はじめに
育成世代までは世界と互角、それ以上に戦える日本サッカーですが、オリンピック、フル代表と進むに連れて、世界と差が開いていってしまいます。
なぜ、世界と差が開いてしまうのか?
個人的にはサッカーの育成世代の指導法や仕組みなどに問題があり、少なからず影響を与えているのではと考えています。
今回は、サッカーの育成世代の問題点について解説したいと思います。
問題点について
・勝利至上主義
勝ちに拘ったサッカーをするため、集団戦術やフィジカルの練習を重視し、技術の練習がおろそかになっていると感じます。
特にユース世代は勝利至上主義がかなり浸透しています。選手権、インターハイに優勝して何が残るのか?
一時の栄光を目指すため、多くの選手が犠牲になっています。
そのあとに世界のトップで戦えている選手がどれだけいるのか。そこに目を向けてほしいと思います。
指導者の思い通りにプレーできない選手は簡単に切り捨てる。
指導者の言うとおりにプレーして、自分で判断する能力を備えていない、ただのロボットのような選手ばかりが生まれます。
このような指導法では、創造性溢れる選手が出てくるのは非常に難しいと思います。
いい選手を引っ張ってきて、ゲームの駒のように選手をポジションに当てはめて、自分の思い通りにプレーさせる。
指導者ではなく、ただの指揮者だと私は思います。
本来の指導者は選手たちをサポートし、指導し、成長に導くことが重要です。
目の前にいる選手を世界に通用する選手に育てるとともに、日本サッカーを強くしようという強い気持ちをもって選手を指導することが必要だと思います。
・偏った起用法により選手の出場する時間が少ない
勝利至上主義にも繋がりますが、勝利に拘るあまり能力のある選手ばかりを試合に出場させることになります。

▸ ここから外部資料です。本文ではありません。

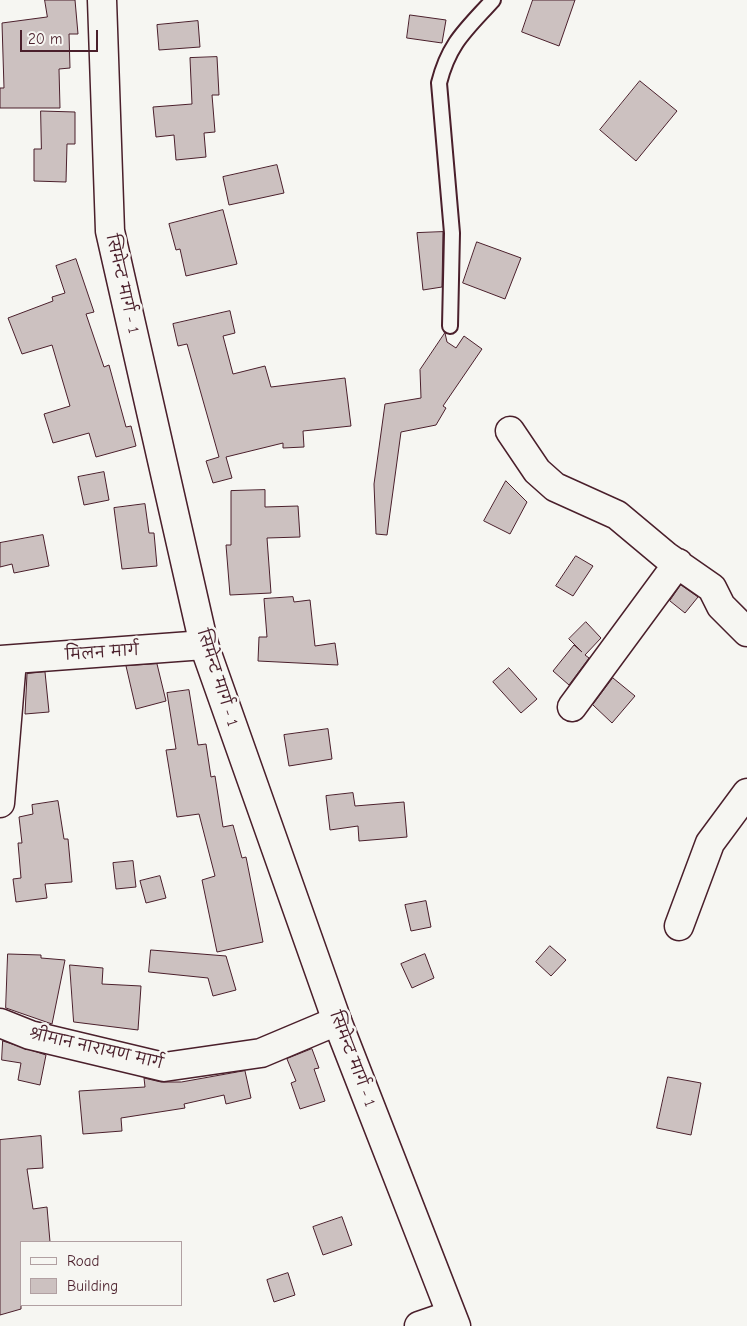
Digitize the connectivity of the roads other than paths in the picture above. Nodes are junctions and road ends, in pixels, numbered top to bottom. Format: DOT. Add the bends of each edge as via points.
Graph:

部員の数が多いほど試合に出場できない選手が増えるため、エントリーメンバー全員を出場させるようなルール作りが必要だと思います(例えばピリオド制にして必ず1ピリオドは出場させるなど)。
試合経験を増やすことで選手は大きく成長することが出来きます。
小学校、中学校レベルでの勝ちに拘ったサッカーは正直、有望な選手の未来を潰すだけです。
勝ち負けではなく、育成に力をいれるべきだと思います。
極端な例ですがドイツのようにジュニア、ジュニアユースクラスの全国レベルの大会を廃止にしたとしても個人的には問題ないと思います。
・早生まれの問題
4月生まれの子と3月生まれの子を、同じ学年だからと一緒にするのは正直、早生まれの子には厳しいと思います。

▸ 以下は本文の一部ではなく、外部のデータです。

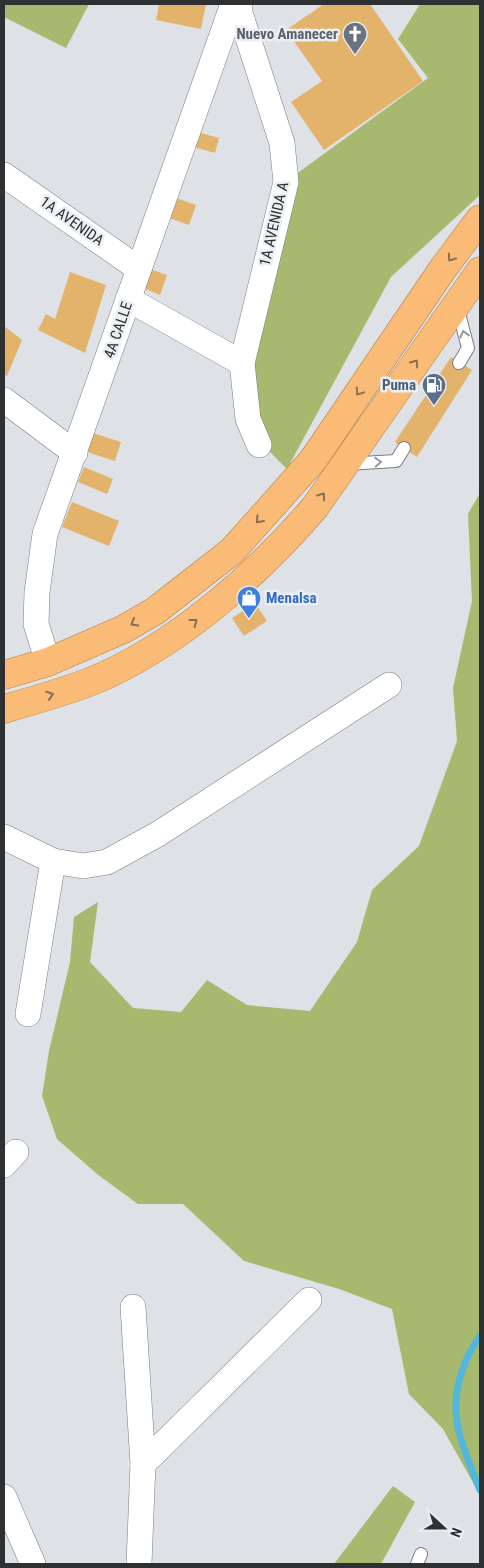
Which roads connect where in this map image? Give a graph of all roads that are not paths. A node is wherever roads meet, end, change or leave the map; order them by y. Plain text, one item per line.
1 (233, 4) edge
2 (239, 4) edge
3 (4, 175) edge
4 (480, 219) edge
5 (139, 269) junction
6 (480, 271) edge
7 (128, 299) junction
8 (456, 304) junction
9 (459, 362) dead end
10 (242, 363) junction
11 (4, 400) edge
12 (259, 445) dead end
13 (404, 448) dead end
14 (75, 453) junction
15 (346, 464) junction
16 (48, 662) junction
17 (4, 675) edge
18 (389, 684) dead end
19 (4, 709) edge
20 (4, 837) edge
21 (53, 861) junction
22 (28, 1014) dead end
23 (309, 1300) dead end
24 (133, 1307) dead end
25 (143, 1464) junction
26 (4, 1497) edge
27 (33, 1564) edge
28 (139, 1564) edge

1 - 5 street, 4A CALLE
2 - 10 street, 1A AVENIDA A
3 - 5 street, 1A AVENIDA
4 -> 16 highway
5 - 7 street, 4A CALLE
6 - 8 highway
7 - 10 street
7 - 14 street, 4A CALLE
9 -> 8 lane
15 -> 8 highway
10 - 12 street, 1A AVENIDA A
11 - 14 street
15 -> 13 lane
14 - 16 street, 4A CALLE
19 -> 15 highway
16 - 17 highway
18 - 21 street
20 - 21 street
21 - 22 street
23 - 25 street
24 - 25 street
25 - 28 street
26 - 27 street

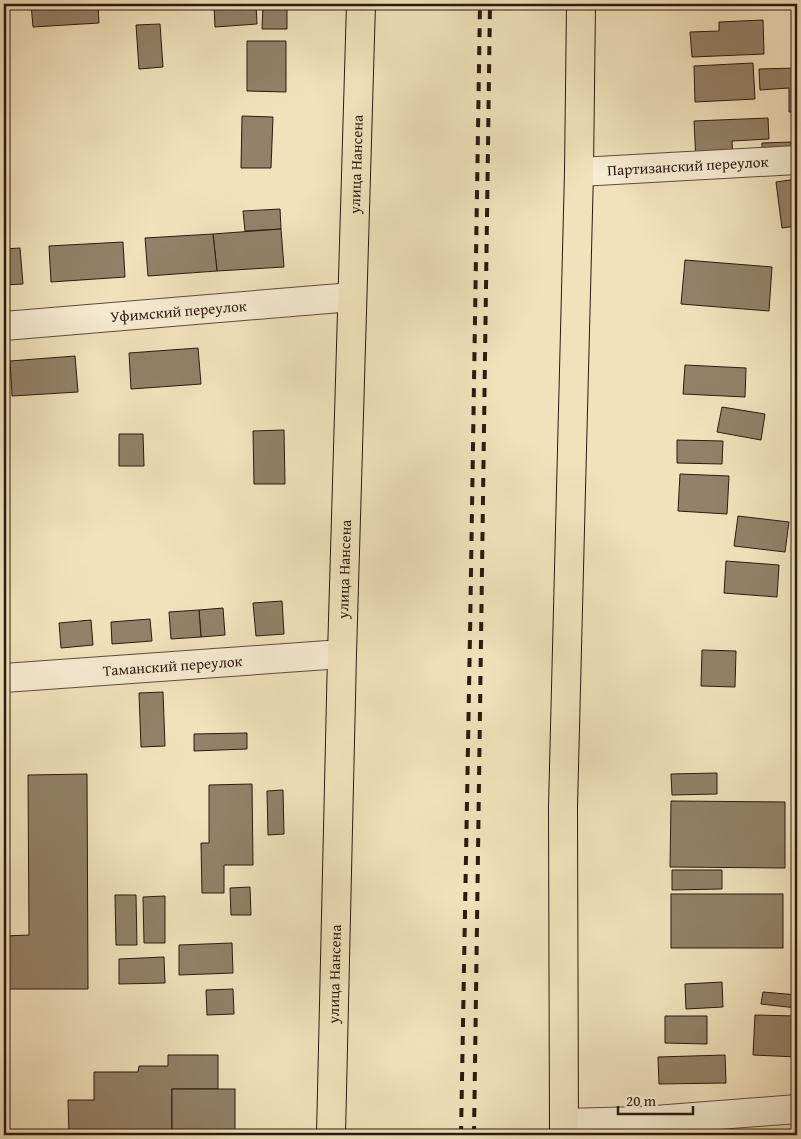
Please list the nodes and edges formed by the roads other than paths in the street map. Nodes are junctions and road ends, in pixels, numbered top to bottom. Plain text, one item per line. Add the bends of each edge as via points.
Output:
1 (361, 4) edge
2 (581, 4) edge
3 (797, 160) edge
4 (579, 172) junction
5 (352, 297) junction
6 (4, 326) edge
7 (342, 654) junction
8 (4, 678) edge
9 (797, 1110) edge
10 (564, 1129) edge
11 (331, 1135) edge

1 - 5 main road, улица Нансена
2 - 4 main road
3 - 4 street, Партизанский переулок
4 - 10 main road via 562,807
5 - 6 street, Уфимский переулок
5 - 7 main road, улица Нансена
7 - 8 street, Таманский переулок
7 - 11 main road, улица Нансена
9 - 10 street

小学校、中学校レベルであれば、一年違えば大きな差となります。
難しいかもしれませんが、例えば生物学的年齢(身長,体重,BMI)でカテゴライズするなどの対策が必要ではないでしょうか。
もしかすると将来、世界のトップクラスになるであろう、有望な選手を早い段階で見落としている可能性もあります。
トレセンなどで体力測定を行い、選手の身体能力を把握する場合がありますがが、早生まれの子のは圧倒的に不利になります。
早生まれで身体能力が劣る選手は、例え将来性があり、技術力の高い選手であっても、上述した勝利至上主義の影響により、試合出場することができずに成長出来ないという問題に直面します。
・学校教育の問題
日本特有の従わせるという学校教育の影響による問題もあります。
その影響によって、子供は言われたことを一生懸命こなすように頑張りますが、自分から何かを生み出すことが苦手になってしまいます。
ブラジルでは、最低限のことだけを教えて、後は選手の自主性に任せるコーチングを行っています。
日本人は、反復練習を一生懸命にこなすことに長けているためサイドの選手の育成には向いていますが、ゲームメーカーやボランチなどチームの中心選手、試合のイニシアチブを握るような選手の育成には向いていません。
チームの軸となる選手を育成できない国が、ワールドカップで上位を狙えるわけがありません。
選手の自主性を尊重した指導法への変革が必要だと思います。
まとめ
自分の知識、経験や自分の想いを中心に記事を書きましたので正直、少し偏った考え方での解説となってしまったかもしれません。
ただし、このままの状況では、世界で活躍する将来有望な選手を育成するどころか、ダイヤの原石を見逃す可能性が十分にあります。
サッカー協会を中心にしっかりとした育成の仕組みを構築する必要があると思います。
また、大阪の興国高校サッカー部(10年で24人のプロ選手を輩出)のような、勝つことよりも選手の育成に力をいれ、選手の自主性を重んじ、世界と戦える選手を育成することに重点を置いたチームがこれから増えていけば、もっと世界と戦える日本になるのではと思います。